Doctoral Thesis: Clustering and Visualizing Solution Variation In Programming Classes


Event Speaker: 

Elena Glassman

Event Location: 

32-G449 (Kiva)

Event Date/Time: 

Monday, July 25, 2016 - 10:00am

In a massive open online course (MOOC), a single programming exercise may yield thousands of student solutions that vary in many ways, some superficial and some fundamental. For teachers, this variation can be a source of pedagogically valuable examples and expose corner cases not yet covered by autograding. For students, the variation in a large class means that other students may have struggled along a similar solution path, hit the same bugs, and can offer hints based on that earned expertise.
This thesis describes three systems that explore the value of solution variation in large-scale programming and simulated digital circuit classes. All three systems have been evaluated using data or live deployments in on-campus or edX courses with thousands of students. (1) OverCode visualizes thousands of programming solutions using static and dynamic analysis to cluster similar solutions. It lets teachers quickly develop a high-level view of student understanding and misconceptions and provide feedback that is relevant to many student solutions. (2) Foobaz clusters variables in student programs by their names and behavior so that teachers can give feedback on variable naming.

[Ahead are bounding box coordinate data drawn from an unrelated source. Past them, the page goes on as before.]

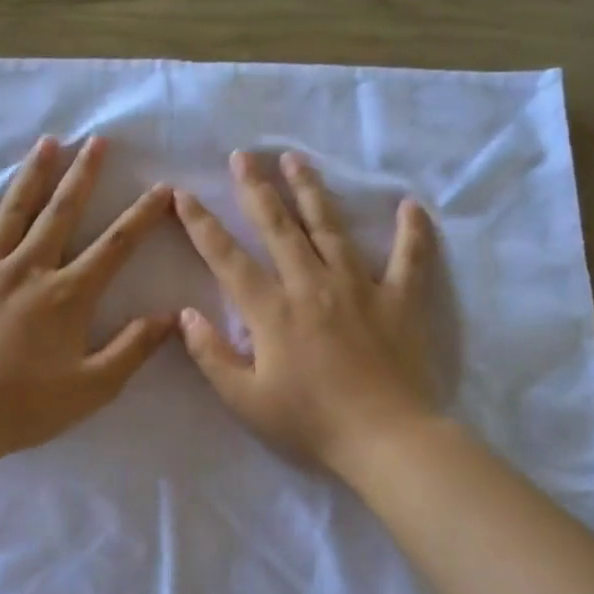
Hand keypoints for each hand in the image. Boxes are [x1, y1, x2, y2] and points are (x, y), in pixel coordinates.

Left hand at [0, 135, 174, 458]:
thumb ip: (133, 349)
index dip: (141, 216)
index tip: (161, 188)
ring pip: (11, 214)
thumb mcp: (93, 387)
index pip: (114, 246)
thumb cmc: (26, 407)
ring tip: (46, 143)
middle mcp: (27, 270)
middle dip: (83, 175)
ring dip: (31, 176)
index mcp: (66, 295)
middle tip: (98, 140)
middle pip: (61, 214)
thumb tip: (170, 316)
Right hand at [174, 150, 439, 476]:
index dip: (201, 225)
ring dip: (311, 191)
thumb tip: (185, 314)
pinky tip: (410, 205)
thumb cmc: (309, 423)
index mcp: (271, 310)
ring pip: (330, 227)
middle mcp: (311, 284)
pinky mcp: (398, 299)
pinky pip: (408, 257)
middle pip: (278, 227)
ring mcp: (358, 287)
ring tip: (296, 160)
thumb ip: (211, 355)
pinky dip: (411, 231)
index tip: (182, 194)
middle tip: (243, 156)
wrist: (384, 437)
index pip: (226, 258)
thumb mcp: (245, 400)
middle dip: (256, 189)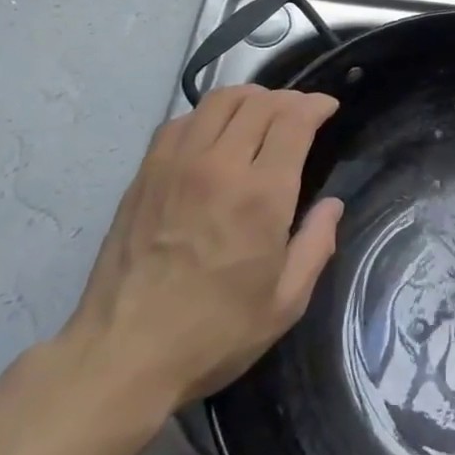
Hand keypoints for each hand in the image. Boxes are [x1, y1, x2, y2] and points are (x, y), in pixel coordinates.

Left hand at [58, 86, 344, 415]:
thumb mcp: (285, 303)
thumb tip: (332, 206)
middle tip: (301, 111)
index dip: (316, 105)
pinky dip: (207, 115)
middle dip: (289, 98)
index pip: (293, 120)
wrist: (122, 356)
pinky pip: (181, 122)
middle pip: (260, 103)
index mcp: (262, 195)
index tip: (328, 107)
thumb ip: (316, 245)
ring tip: (262, 112)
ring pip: (218, 102)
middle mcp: (220, 166)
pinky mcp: (145, 175)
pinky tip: (214, 133)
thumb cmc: (213, 334)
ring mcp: (176, 166)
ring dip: (249, 98)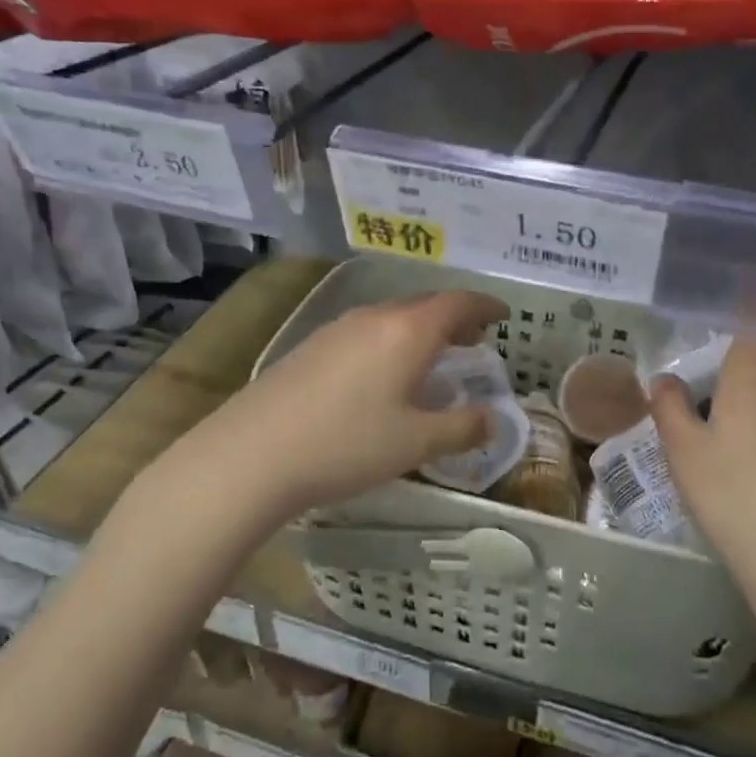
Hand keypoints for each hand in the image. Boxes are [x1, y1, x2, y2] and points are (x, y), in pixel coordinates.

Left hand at [187, 290, 510, 519]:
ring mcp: (337, 329)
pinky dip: (391, 342)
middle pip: (424, 306)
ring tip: (433, 357)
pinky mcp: (311, 347)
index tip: (503, 315)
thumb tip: (493, 419)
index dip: (484, 306)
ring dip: (420, 331)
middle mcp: (373, 318)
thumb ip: (462, 428)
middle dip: (455, 319)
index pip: (457, 303)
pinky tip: (384, 375)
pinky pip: (366, 332)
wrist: (252, 453)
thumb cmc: (347, 444)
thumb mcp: (416, 443)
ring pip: (392, 318)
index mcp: (407, 331)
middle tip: (474, 339)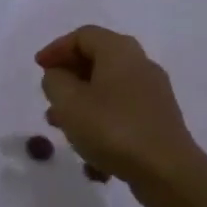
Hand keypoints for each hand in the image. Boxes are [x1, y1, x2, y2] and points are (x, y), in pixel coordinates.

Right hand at [35, 25, 204, 202]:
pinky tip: (92, 154)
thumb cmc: (113, 129)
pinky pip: (123, 112)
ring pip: (108, 89)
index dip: (57, 49)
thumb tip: (58, 75)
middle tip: (50, 100)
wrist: (167, 171)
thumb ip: (55, 82)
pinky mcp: (158, 119)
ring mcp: (153, 92)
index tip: (38, 69)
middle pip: (97, 60)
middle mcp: (140, 63)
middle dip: (69, 80)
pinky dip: (102, 123)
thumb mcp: (69, 103)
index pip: (83, 35)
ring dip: (83, 105)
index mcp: (119, 50)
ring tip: (63, 130)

Rather than requiring the teacher to comment on thousands of students individually, Foobaz generates personalized quizzes that help students evaluate their own names by comparing them with good and bad names from other students. (3) ClassOverflow collects and organizes solution hints indexed by the autograder test that failed or a performance characteristic like size or speed. It helps students reflect on their debugging or optimization process, generates hints that can help other students with the same problem, and could potentially bootstrap an intelligent tutor tailored to the problem. 
These systems demonstrate how clustering and visualizing student solutions can help teachers and students provide types of one-on-one design feedback at scale that was previously only possible in a small classroom or one-on-one tutoring. Teachers can directly respond to trends and outliers within the students' own solutions. The feedback generated by both teachers and students can be re-used by future students who attempt the same programming or hardware design problem.
Elena L. Glassman is an EECS Ph.D. candidate at MIT’s Computer Science and Artificial Intelligence Lab, where she specializes in human-computer interaction. Elena uses program analysis, machine learning, and crowdsourcing techniques to create systems that help teach programming and hardware design to thousands of students at once. She has also taught and served in leadership positions for MIT MEET, which teaches gifted Israelis and Palestinians computer science and teamwork in Jerusalem. Elena earned her MIT EECS B.S. and M.Eng. degrees in ’08 and ’10, respectively, and expects to receive her Ph.D. in 2016. She was awarded both NSF and NDSEG fellowships and MIT’s Amar Bose Teaching Fellowship. In addition to doing research at MIT, she has been a visiting researcher at Stanford and a summer research intern at both Google and Microsoft Research.
Thesis Supervisor: Prof. Rob Miller